Настройка сервера SSH

Сервер SSH (sshd) служит для безопасного удаленного администрирования компьютеров, серверов и других устройств. Информация в данной статье будет полезна для пользователей и администраторов Linux (Ubuntu, Debian, др.) и FreeBSD.

Подключение к серверу SSH

У пользователей UNIX-подобных операционных систем: Linux, Ubuntu, Debian, FreeBSD и др. клиент SSH по умолчанию доступен в системе. Подключение к удаленному устройству не составит труда и осуществляется простой командой: ssh USER@HOSTNAME_OR_IP.

В Windows, для подключения по SSH приходится использовать сторонние утилиты. Самая популярная из них - терминал с открытым исходным кодом PuTTy (putty.exe).

Редактирование настроек сервера SSH

Редактирование настроек сервера SSH производится в файле /etc/ssh/sshd_config. Обратите внимание, файл называется sshD_config, а в файле с очень похожим названием, только без буквы D, настраивается клиент.

Если редактирование конфига SSH проводится удаленно, очень важно не потерять доступ к серверу, после изменения настроек. Всегда, перед использованием, проверяйте sshd_config на ошибки: /usr/sbin/sshd -t. Также, стоит заранее позаботится о резервном доступе к устройству при помощи сервисов провайдера (IP-KVM, Rescue-система и т.п.). В качестве еще одного варианта - можно настроить откат изменений в sshd_config по cron.

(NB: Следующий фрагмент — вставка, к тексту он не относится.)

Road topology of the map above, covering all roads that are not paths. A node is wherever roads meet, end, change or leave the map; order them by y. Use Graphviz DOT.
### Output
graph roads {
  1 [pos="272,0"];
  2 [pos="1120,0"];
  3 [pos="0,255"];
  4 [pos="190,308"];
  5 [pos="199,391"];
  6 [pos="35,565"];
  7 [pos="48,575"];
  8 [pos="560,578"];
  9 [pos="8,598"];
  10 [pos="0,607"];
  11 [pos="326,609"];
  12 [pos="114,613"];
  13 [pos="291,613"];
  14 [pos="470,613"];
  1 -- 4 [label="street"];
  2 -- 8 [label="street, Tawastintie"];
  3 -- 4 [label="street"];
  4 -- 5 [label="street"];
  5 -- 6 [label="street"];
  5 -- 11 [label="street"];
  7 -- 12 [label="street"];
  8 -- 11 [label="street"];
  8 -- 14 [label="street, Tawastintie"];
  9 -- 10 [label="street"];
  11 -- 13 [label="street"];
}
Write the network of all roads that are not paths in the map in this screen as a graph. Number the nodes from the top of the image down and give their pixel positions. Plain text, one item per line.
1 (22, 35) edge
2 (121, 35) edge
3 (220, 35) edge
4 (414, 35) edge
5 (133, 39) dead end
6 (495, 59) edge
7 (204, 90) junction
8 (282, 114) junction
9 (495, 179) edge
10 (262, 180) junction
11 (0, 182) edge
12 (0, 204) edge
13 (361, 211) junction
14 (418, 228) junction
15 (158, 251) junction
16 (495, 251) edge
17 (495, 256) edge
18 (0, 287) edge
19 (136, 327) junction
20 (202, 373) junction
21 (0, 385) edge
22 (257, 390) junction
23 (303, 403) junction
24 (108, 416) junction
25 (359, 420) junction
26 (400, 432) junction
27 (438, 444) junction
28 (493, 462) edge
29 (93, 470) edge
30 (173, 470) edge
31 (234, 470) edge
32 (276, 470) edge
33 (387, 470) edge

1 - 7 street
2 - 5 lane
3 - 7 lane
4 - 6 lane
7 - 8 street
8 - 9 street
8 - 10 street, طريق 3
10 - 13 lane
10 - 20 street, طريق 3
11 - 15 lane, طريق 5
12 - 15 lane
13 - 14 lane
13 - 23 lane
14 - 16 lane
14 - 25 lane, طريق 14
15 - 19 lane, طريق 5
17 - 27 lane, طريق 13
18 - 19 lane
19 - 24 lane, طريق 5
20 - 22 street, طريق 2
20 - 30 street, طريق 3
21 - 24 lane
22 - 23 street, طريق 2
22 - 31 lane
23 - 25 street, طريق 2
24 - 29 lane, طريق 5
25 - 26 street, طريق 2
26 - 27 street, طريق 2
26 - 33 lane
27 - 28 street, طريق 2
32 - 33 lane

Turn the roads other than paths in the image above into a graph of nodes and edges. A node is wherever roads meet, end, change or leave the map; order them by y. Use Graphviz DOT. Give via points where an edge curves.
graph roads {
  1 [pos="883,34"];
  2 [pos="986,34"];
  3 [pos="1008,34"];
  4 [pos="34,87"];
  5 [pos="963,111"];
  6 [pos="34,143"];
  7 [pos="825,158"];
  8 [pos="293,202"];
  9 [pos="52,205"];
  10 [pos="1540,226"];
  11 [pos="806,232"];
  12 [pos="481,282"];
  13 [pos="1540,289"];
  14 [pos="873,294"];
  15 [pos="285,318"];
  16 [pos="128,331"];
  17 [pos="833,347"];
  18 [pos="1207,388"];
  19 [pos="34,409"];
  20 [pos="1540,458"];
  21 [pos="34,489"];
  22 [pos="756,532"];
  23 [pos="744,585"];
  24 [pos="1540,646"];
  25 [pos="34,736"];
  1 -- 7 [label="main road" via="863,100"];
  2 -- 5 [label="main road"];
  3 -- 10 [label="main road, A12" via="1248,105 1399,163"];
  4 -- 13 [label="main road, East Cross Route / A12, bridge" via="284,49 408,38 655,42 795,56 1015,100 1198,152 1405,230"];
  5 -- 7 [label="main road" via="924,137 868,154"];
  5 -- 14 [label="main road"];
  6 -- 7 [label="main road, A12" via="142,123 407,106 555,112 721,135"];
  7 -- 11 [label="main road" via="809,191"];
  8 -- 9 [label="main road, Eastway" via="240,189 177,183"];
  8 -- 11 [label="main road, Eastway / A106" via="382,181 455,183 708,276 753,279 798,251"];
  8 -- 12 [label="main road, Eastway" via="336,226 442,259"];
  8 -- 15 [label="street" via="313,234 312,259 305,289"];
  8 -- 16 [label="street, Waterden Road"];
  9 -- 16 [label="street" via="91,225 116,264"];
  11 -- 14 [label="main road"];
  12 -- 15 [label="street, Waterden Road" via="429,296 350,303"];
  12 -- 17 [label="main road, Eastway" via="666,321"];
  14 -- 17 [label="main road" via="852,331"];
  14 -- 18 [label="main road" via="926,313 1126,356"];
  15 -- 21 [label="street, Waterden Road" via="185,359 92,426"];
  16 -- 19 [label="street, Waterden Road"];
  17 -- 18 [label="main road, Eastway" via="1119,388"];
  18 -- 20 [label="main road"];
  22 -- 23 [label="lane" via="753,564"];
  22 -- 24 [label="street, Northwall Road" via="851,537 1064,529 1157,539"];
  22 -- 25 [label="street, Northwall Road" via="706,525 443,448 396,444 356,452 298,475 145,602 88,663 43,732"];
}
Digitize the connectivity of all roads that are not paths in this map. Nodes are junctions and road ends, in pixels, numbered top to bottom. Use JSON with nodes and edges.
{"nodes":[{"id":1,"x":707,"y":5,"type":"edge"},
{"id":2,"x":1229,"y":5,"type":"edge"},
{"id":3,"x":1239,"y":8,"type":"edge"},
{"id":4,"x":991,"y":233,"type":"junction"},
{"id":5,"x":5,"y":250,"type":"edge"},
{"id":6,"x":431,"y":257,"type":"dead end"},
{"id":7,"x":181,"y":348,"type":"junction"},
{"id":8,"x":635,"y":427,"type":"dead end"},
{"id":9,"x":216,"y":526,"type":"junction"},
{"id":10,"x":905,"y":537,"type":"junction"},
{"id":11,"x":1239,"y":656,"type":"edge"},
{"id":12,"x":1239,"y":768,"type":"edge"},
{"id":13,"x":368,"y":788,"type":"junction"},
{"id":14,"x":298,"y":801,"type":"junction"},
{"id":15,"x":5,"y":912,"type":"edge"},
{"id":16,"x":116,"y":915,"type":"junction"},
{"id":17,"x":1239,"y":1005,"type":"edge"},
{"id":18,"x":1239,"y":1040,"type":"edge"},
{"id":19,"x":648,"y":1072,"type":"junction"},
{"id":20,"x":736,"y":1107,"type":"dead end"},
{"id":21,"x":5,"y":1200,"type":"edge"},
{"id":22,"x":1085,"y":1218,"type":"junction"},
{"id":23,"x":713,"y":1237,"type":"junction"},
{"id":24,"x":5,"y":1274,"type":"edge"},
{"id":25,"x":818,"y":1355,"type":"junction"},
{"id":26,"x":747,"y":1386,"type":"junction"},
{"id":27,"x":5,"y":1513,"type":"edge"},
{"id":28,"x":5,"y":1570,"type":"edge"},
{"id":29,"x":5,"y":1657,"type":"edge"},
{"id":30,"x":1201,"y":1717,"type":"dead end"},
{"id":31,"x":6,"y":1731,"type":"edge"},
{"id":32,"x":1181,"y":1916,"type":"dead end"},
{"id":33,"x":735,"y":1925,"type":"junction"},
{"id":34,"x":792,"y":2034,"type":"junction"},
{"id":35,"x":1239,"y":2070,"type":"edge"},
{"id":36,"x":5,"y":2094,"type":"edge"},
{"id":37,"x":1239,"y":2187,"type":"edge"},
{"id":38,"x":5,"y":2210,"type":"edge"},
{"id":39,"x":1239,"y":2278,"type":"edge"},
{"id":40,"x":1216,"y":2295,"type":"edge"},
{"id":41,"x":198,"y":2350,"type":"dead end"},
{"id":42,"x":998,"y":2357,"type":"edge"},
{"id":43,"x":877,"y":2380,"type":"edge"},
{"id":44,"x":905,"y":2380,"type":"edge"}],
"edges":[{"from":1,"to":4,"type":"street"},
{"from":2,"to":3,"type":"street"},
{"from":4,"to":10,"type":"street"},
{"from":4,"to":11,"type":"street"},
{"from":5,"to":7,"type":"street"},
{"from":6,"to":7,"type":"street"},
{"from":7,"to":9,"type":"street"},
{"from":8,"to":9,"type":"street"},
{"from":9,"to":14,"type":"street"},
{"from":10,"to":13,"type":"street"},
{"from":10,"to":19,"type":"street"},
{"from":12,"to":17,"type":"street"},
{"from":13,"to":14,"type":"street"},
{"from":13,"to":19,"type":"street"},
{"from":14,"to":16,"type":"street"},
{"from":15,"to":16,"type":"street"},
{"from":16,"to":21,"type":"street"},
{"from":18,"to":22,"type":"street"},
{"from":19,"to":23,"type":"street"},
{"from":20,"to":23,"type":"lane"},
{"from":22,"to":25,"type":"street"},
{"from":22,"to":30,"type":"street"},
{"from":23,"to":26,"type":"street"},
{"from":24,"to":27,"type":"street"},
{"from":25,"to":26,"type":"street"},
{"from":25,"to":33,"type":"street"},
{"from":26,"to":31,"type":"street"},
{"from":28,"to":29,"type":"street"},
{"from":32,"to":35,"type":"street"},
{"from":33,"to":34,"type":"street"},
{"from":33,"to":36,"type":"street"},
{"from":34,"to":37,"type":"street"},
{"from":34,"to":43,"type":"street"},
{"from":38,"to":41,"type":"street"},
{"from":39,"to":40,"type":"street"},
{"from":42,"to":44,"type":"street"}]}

Журнал работы (log) sshd ведет в /var/log/auth или /var/log/secure, в зависимости от ОС. Важность и кол-во сообщений в лог-файле зависит от настроек в файле sshd_config (отвечает параметр LogLevel, подробнее о нем - ниже). Если log-файл был удален, то для того, чтобы он вновь появился, необходимо перезапустить Syslog (FreeBSD: service syslogd restart, Ubuntu: sudo service rsyslog restart).

Все изменения, внесенные в /etc/ssh/sshd_config, вступят в силу только после перезагрузки сервиса sshd: service ssh reload или service ssh restart (в CentOS 7 - systemctl restart sshd.service).

Посмотреть статус SSHd можно при помощи такой команды: systemctl status sshd.service (для CentOs 7).

Довольно детальное описание настроек sshd_config на русском находится тут: Настройка SSH - help.ubuntu.ru/wiki/ssh, ниже - список самых востребованных с объяснениями, на что они влияют.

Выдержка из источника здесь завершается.